# [Your instructions]
Give an exact copy of the data that follows, but none of its pictures.

# [The data]
____

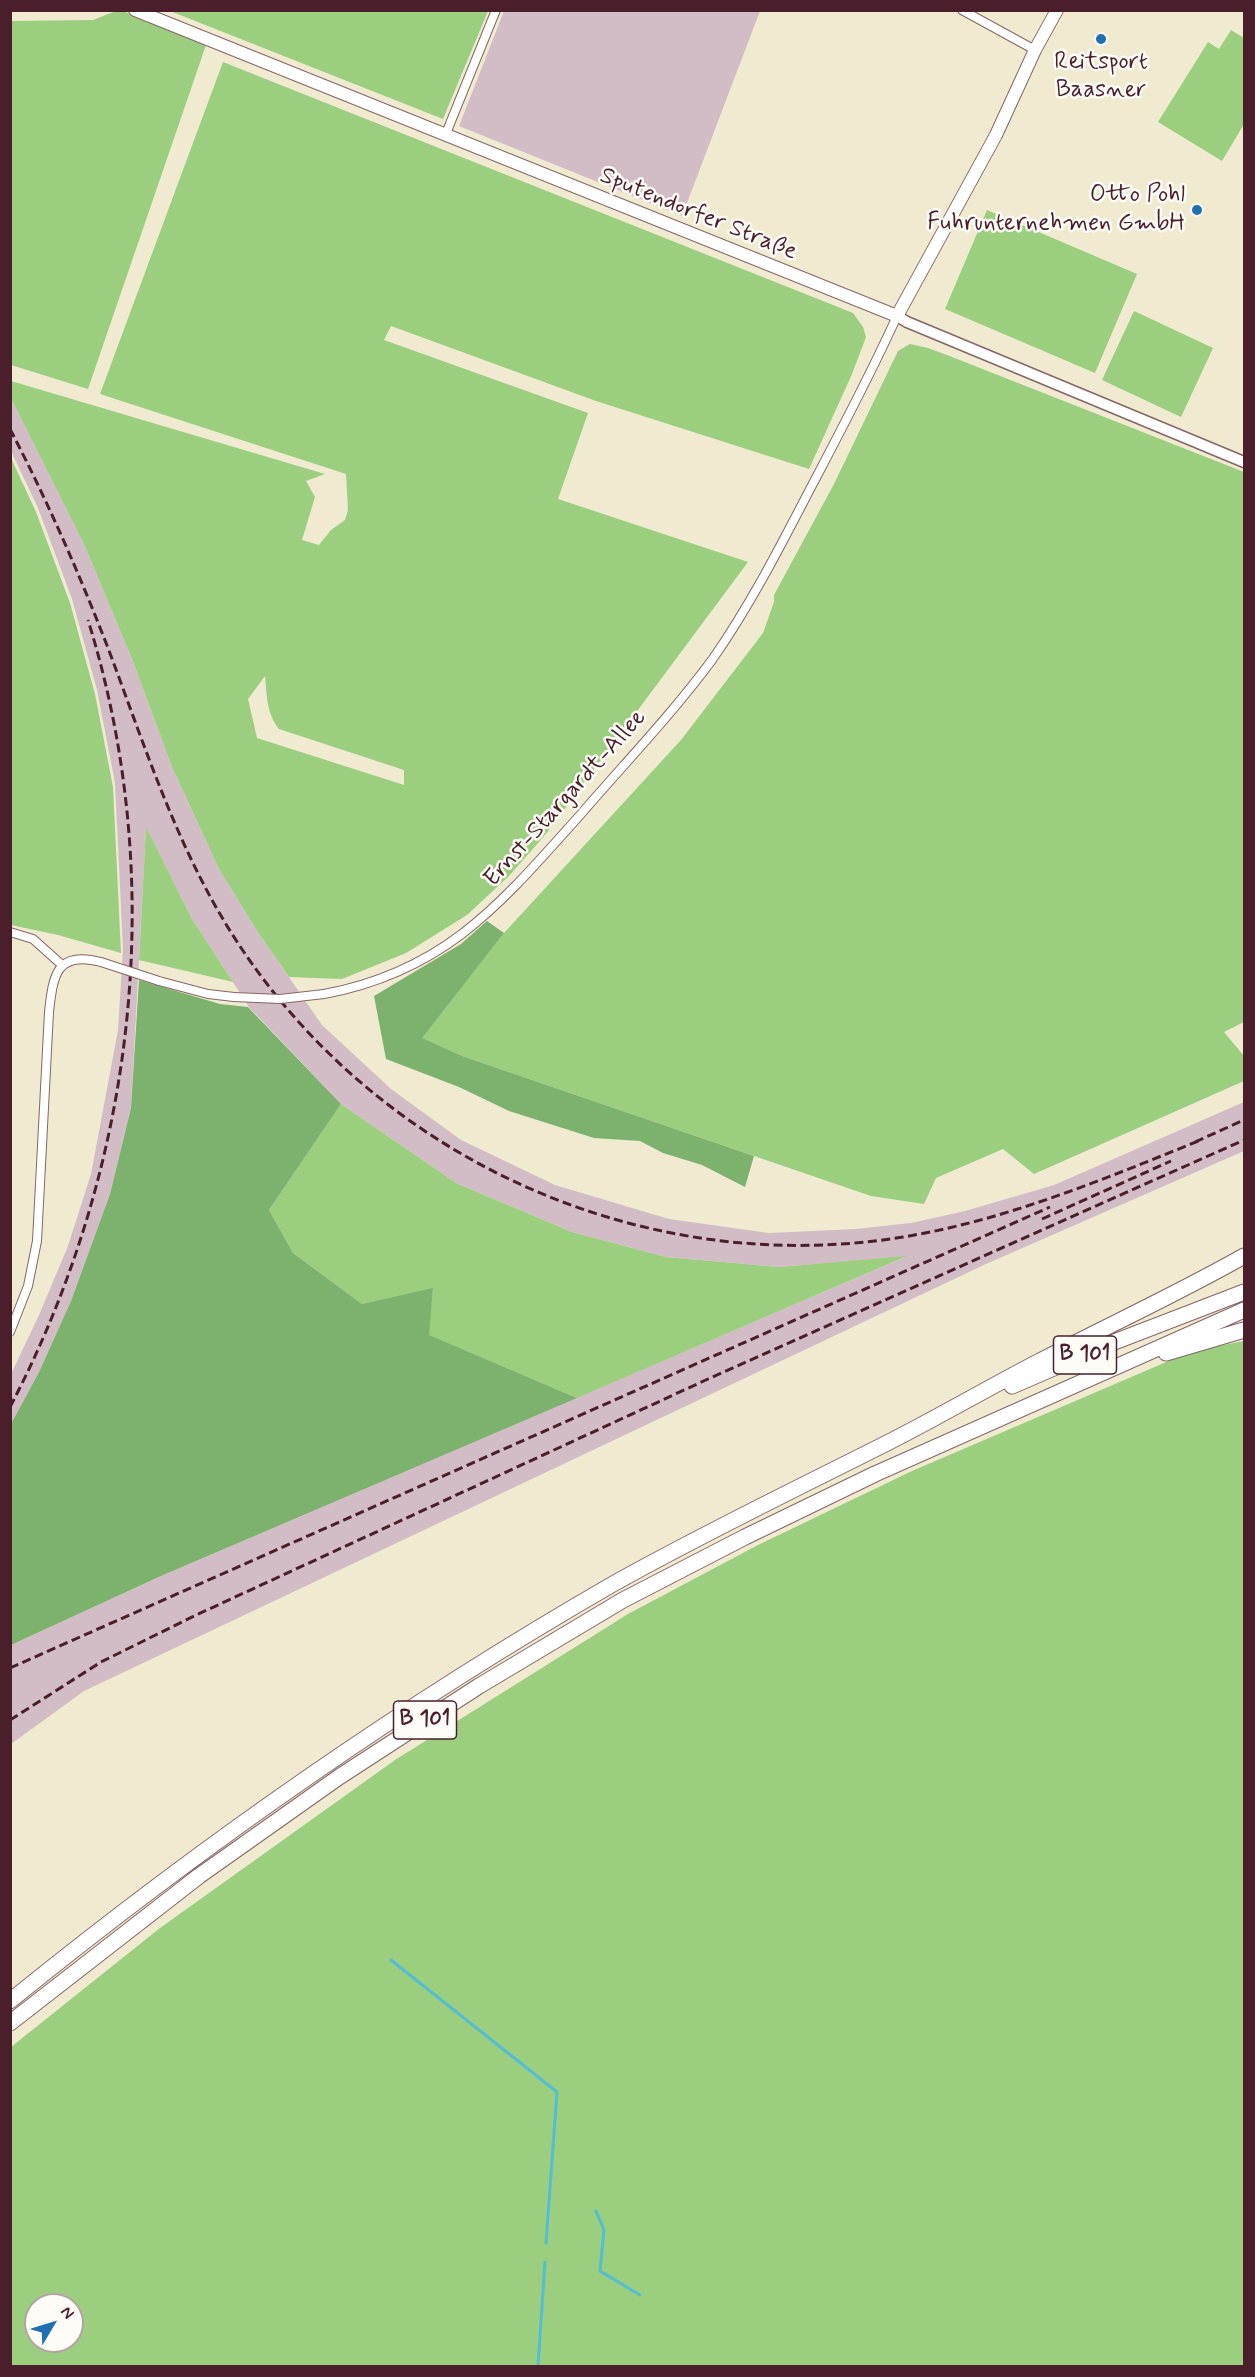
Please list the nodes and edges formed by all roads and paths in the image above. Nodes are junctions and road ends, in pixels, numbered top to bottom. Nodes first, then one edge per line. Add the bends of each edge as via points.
1 (135, 10) edge
2 (496, 10) edge
3 (962, 10) edge
4 (1057, 10) edge
5 (1035, 50) junction
6 (445, 135) junction
7 (897, 316) junction
8 (1245, 462) edge
9 (10, 932) edge
10 (62, 965) junction
11 (1245, 1256) edge
12 (1245, 1292) edge
13 (1245, 1310) edge
14 (1245, 1330) edge
15 (10, 1332) edge
16 (1112, 1369) junction
17 (927, 1423) junction
18 (10, 2001) edge
19 (10, 2023) edge

1 - 6 main road, Sputendorfer Straße
2 - 6 street
3 - 5 street
4 - 5 main road
5 - 7 main road via 996,135
6 - 7 main road, Sputendorfer Straße
7 - 8 street, Sputendorfer Straße
7 - 10 street, Ernst-Stargardt-Allee, bridge via 748,604 711,660 665,718 480,921 416,963 363,985 280,999 208,993 77,958
9 - 10 street via 33,939
10 - 15 street via 53,982 49,1012 37,1241 31,1277
11 - 17 highway
12 - 17 highway, B 101 via 1109,1344
13 - 16 highway, B 101
14 - 16 highway
16 - 19 highway, B 101 via 875,1474 603,1612 408,1731 268,1826
17 - 18 highway, B 101 via 614,1584 460,1677 206,1849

____

# [Answer space]
Please list the nodes and edges formed by all roads and paths in the image above. Nodes are junctions and road ends, in pixels, numbered top to bottom. Nodes first, then one edge per line. Add the bends of each edge as via points.
1 (135, 10) edge
2 (496, 10) edge
3 (962, 10) edge
4 (1057, 10) edge
5 (1035, 50) junction
6 (445, 135) junction
7 (897, 316) junction
8 (1245, 462) edge
9 (10, 932) edge
10 (62, 965) junction
11 (1245, 1256) edge
12 (1245, 1292) edge
13 (1245, 1310) edge
14 (1245, 1330) edge
15 (10, 1332) edge
16 (1112, 1369) junction
17 (927, 1423) junction
18 (10, 2001) edge
19 (10, 2023) edge

1 - 6 main road, Sputendorfer Straße
2 - 6 street
3 - 5 street
4 - 5 main road
5 - 7 main road via 996,135
6 - 7 main road, Sputendorfer Straße
7 - 8 street, Sputendorfer Straße
7 - 10 street, Ernst-Stargardt-Allee, bridge via 748,604 711,660 665,718 480,921 416,963 363,985 280,999 208,993 77,958
9 - 10 street via 33,939
10 - 15 street via 53,982 49,1012 37,1241 31,1277
11 - 17 highway
12 - 17 highway, B 101 via 1109,1344
13 - 16 highway, B 101
14 - 16 highway
16 - 19 highway, B 101 via 875,1474 603,1612 408,1731 268,1826
17 - 18 highway, B 101 via 614,1584 460,1677 206,1849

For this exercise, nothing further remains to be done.